[Saved data entries]
#####
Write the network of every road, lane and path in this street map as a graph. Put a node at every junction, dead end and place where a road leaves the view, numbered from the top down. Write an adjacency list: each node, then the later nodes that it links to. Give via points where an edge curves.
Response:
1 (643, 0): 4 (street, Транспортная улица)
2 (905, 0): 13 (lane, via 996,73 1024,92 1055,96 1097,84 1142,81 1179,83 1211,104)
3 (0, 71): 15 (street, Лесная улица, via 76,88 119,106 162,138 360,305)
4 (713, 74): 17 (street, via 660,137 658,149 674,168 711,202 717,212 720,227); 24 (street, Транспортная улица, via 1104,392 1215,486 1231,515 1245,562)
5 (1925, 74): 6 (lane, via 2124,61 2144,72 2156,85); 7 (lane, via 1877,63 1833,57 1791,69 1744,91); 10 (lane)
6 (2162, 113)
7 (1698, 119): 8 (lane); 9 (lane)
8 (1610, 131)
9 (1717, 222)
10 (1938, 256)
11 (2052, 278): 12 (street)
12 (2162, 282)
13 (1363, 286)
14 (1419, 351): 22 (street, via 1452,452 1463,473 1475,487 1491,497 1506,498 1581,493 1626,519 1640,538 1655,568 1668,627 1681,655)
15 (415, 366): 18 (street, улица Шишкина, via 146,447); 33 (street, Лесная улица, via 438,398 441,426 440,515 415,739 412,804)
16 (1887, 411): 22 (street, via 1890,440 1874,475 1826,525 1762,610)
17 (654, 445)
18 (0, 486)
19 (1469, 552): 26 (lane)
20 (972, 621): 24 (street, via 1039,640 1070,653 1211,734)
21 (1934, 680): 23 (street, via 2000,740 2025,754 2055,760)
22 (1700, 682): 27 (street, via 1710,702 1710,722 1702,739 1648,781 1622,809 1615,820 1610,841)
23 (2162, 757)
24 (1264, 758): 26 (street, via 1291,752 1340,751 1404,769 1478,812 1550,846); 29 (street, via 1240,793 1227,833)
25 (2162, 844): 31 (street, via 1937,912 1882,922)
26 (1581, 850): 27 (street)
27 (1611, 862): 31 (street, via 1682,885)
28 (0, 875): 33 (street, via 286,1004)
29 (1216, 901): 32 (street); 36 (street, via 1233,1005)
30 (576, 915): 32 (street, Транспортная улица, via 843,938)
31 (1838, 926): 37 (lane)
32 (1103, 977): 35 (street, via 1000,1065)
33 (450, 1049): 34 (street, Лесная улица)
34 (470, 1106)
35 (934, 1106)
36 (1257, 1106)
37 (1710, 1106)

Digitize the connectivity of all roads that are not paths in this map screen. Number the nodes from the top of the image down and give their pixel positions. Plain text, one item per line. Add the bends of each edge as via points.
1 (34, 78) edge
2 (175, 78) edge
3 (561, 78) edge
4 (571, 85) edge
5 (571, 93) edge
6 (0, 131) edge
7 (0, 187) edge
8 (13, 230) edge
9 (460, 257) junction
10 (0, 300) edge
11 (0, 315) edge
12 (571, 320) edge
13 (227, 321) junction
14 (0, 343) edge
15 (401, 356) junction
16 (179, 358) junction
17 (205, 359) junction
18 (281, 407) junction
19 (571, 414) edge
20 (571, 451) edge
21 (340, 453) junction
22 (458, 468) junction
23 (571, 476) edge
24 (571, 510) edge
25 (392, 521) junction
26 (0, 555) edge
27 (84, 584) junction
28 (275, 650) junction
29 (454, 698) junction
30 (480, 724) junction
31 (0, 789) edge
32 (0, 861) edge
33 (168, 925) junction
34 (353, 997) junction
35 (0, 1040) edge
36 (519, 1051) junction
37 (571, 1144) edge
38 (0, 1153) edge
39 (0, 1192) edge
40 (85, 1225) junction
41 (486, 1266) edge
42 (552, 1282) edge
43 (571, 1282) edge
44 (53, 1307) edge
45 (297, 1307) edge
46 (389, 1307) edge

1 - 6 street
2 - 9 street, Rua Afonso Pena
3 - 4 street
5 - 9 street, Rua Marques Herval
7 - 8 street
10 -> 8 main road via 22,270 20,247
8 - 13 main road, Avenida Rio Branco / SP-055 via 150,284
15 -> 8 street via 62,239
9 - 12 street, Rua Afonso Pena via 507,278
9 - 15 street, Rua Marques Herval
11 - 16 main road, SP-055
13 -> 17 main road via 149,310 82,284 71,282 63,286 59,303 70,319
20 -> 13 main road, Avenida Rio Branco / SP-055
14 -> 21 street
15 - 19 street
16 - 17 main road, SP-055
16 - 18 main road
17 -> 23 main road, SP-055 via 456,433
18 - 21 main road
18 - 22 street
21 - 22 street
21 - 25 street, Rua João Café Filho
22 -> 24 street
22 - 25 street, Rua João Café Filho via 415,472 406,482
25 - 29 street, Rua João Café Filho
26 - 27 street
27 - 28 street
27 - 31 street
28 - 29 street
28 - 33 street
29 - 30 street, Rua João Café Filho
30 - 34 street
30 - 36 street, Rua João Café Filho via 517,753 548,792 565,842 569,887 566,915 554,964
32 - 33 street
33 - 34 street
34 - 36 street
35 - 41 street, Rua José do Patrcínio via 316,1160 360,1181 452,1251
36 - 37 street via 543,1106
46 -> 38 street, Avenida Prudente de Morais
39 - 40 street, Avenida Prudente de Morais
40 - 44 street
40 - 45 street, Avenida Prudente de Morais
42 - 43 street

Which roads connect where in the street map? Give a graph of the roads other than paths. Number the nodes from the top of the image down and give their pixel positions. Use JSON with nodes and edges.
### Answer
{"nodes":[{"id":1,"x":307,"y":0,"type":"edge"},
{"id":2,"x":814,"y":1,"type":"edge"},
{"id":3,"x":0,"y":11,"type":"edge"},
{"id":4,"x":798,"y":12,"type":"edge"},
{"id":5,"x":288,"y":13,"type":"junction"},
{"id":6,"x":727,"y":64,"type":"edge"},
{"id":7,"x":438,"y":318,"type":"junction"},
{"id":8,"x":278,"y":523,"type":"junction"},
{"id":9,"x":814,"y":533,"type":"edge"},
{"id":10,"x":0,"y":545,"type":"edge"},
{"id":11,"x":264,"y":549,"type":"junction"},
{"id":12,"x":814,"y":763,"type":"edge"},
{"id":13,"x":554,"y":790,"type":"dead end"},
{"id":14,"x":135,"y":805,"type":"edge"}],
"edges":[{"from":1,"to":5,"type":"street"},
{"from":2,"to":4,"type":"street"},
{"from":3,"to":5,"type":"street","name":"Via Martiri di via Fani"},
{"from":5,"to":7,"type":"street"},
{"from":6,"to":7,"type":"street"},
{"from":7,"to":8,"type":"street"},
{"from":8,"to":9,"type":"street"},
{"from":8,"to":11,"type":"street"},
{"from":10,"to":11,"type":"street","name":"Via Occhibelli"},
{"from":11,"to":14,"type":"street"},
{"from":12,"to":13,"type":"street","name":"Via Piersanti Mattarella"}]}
#####
> **WHAT YOU SHOULD DO**: Working through the entries above, copy every line in which "positions" is found.

> **SOLUTION**:
Digitize the connectivity of all roads that are not paths in this map screen. Number the nodes from the top of the image down and give their pixel positions. Plain text, one item per line. Add the bends of each edge as via points.
Which roads connect where in the street map? Give a graph of the roads other than paths. Number the nodes from the top of the image down and give their pixel positions. Use JSON with nodes and edges.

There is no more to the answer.